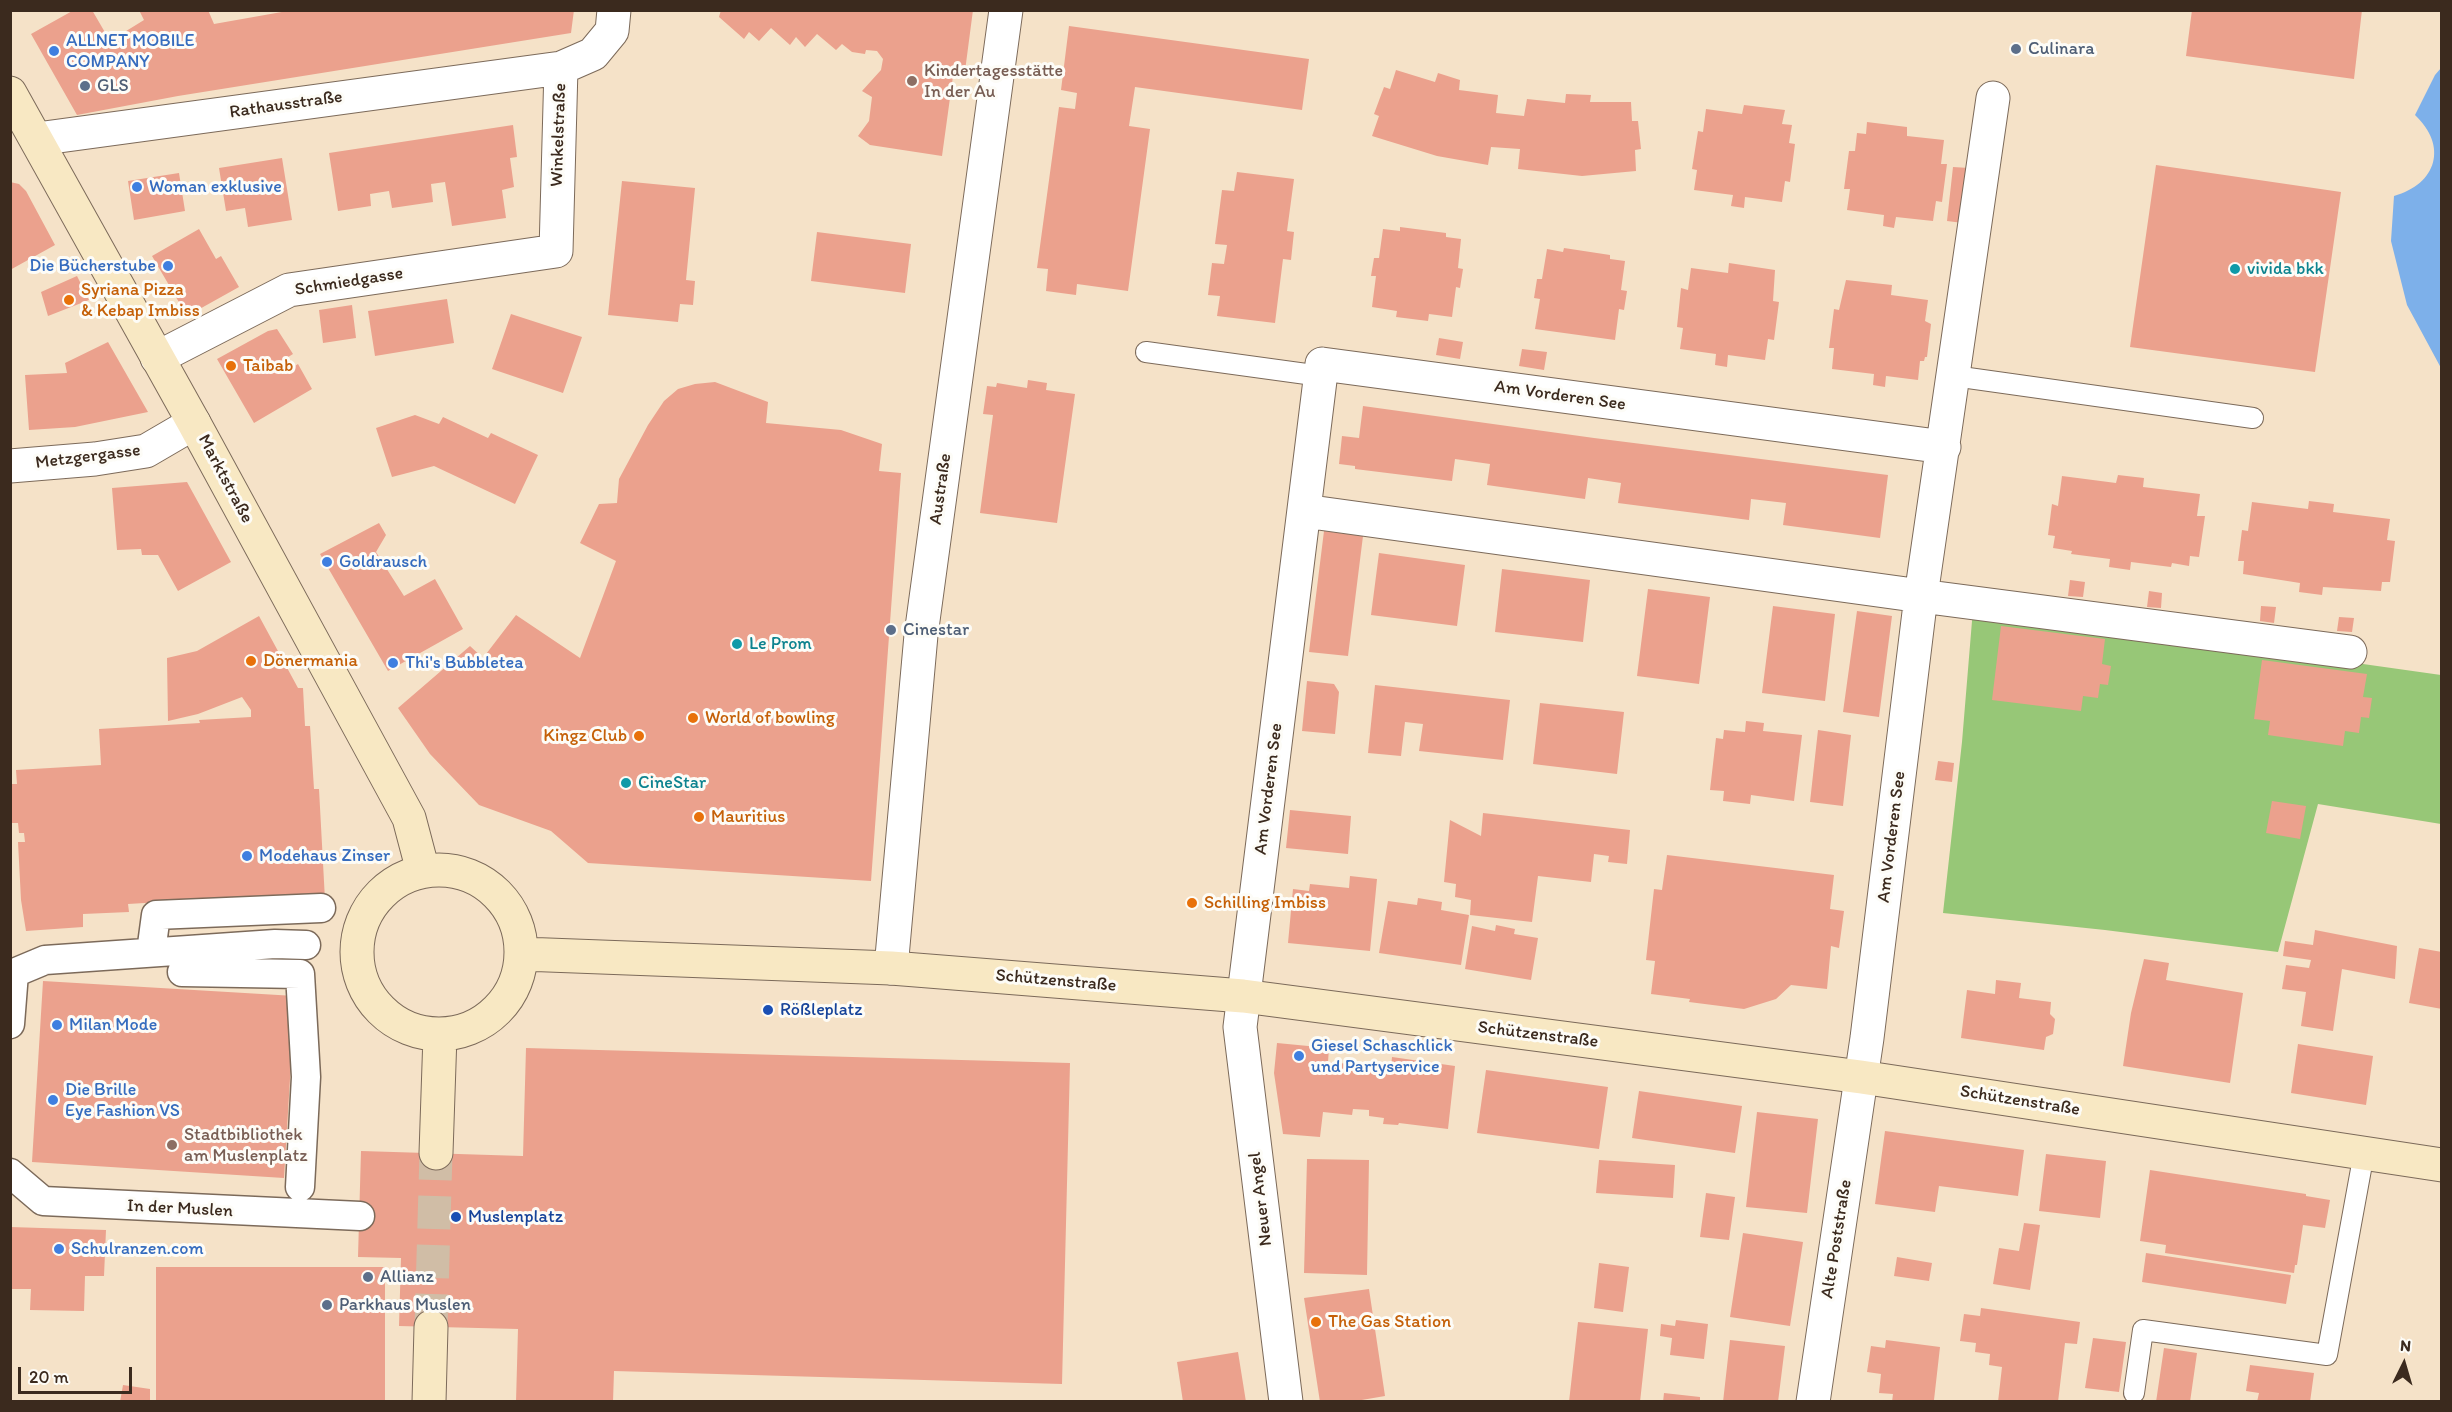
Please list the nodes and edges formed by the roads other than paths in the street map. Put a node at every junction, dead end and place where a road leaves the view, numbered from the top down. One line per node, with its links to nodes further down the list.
1 (614, 10): 3 (street, Winkelstraße)
2 (1006, 10): 24 (street, Austraße)
3 (561, 68): 6 (street, Rathausstraße); 7 (street, Winkelstraße)
4 (10, 93): 6 (main road, Marktstraße)
5 (1993, 98): 11 (street, Am Vorderen See)
6 (24, 141): 9 (main road, Marktstraße)
7 (556, 252): 9 (street, Schmiedgasse)
8 (1146, 352): 10 (lane)
9 (157, 358): 13 (main road, Marktstraße)
10 (1321, 376): 14 (street, Am Vorderen See); 16 (street, Am Vorderen See)
11 (1954, 376): 12 (lane); 14 (street, Am Vorderen See)
12 (2253, 418)
13 (194, 423): 15 (street, Metzgergasse); 19 (main road, Marktstraße)
14 (1944, 447): 17 (street, Am Vorderen See)
15 (10, 466)
16 (1304, 511): 17 (street); 28 (street, Am Vorderen See)
17 (1921, 596): 18 (street); 31 (street, Am Vorderen See)
18 (2350, 652)
19 (423, 871): 23 (main road); 30 (main road)
20 (321, 908): 22 (street)
21 (306, 945): 22 (street)
22 (152, 952): 27 (street)
23 (522, 954): 24 (main road, Schützenstraße); 30 (main road)
24 (891, 968): 28 (main road, Schützenstraße)
25 (44, 970): 27 (street)
26 (182, 972): 36 (street)
27 (12, 973): 29 (street)
28 (1243, 996): 31 (main road, Schützenstraße); 41 (street, Neuer Angel)
29 (10, 1024)
30 (440, 1035): 32 (main road)
31 (1861, 1077): 33 (main road, Schützenstraße); 42 (street, Alte Poststraße)
32 (436, 1153)
33 (2364, 1153): 34 (main road, Schützenstraße); 39 (lane)
34 (2442, 1165)
35 (10, 1173): 37 (street, In der Muslen)
36 (300, 1186)
37 (360, 1216)
38 (431, 1327): 40 (main road)
39 (2134, 1393)
40 (429, 1401)
41 (1286, 1401)
42 (1813, 1401)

- **Goal of the exercise**
Return a copy of each line of the material that holds the word "Winkelstraße".

- **Task solution**
1 (614, 10): 3 (street, Winkelstraße)
3 (561, 68): 6 (street, Rathausstraße); 7 (street, Winkelstraße)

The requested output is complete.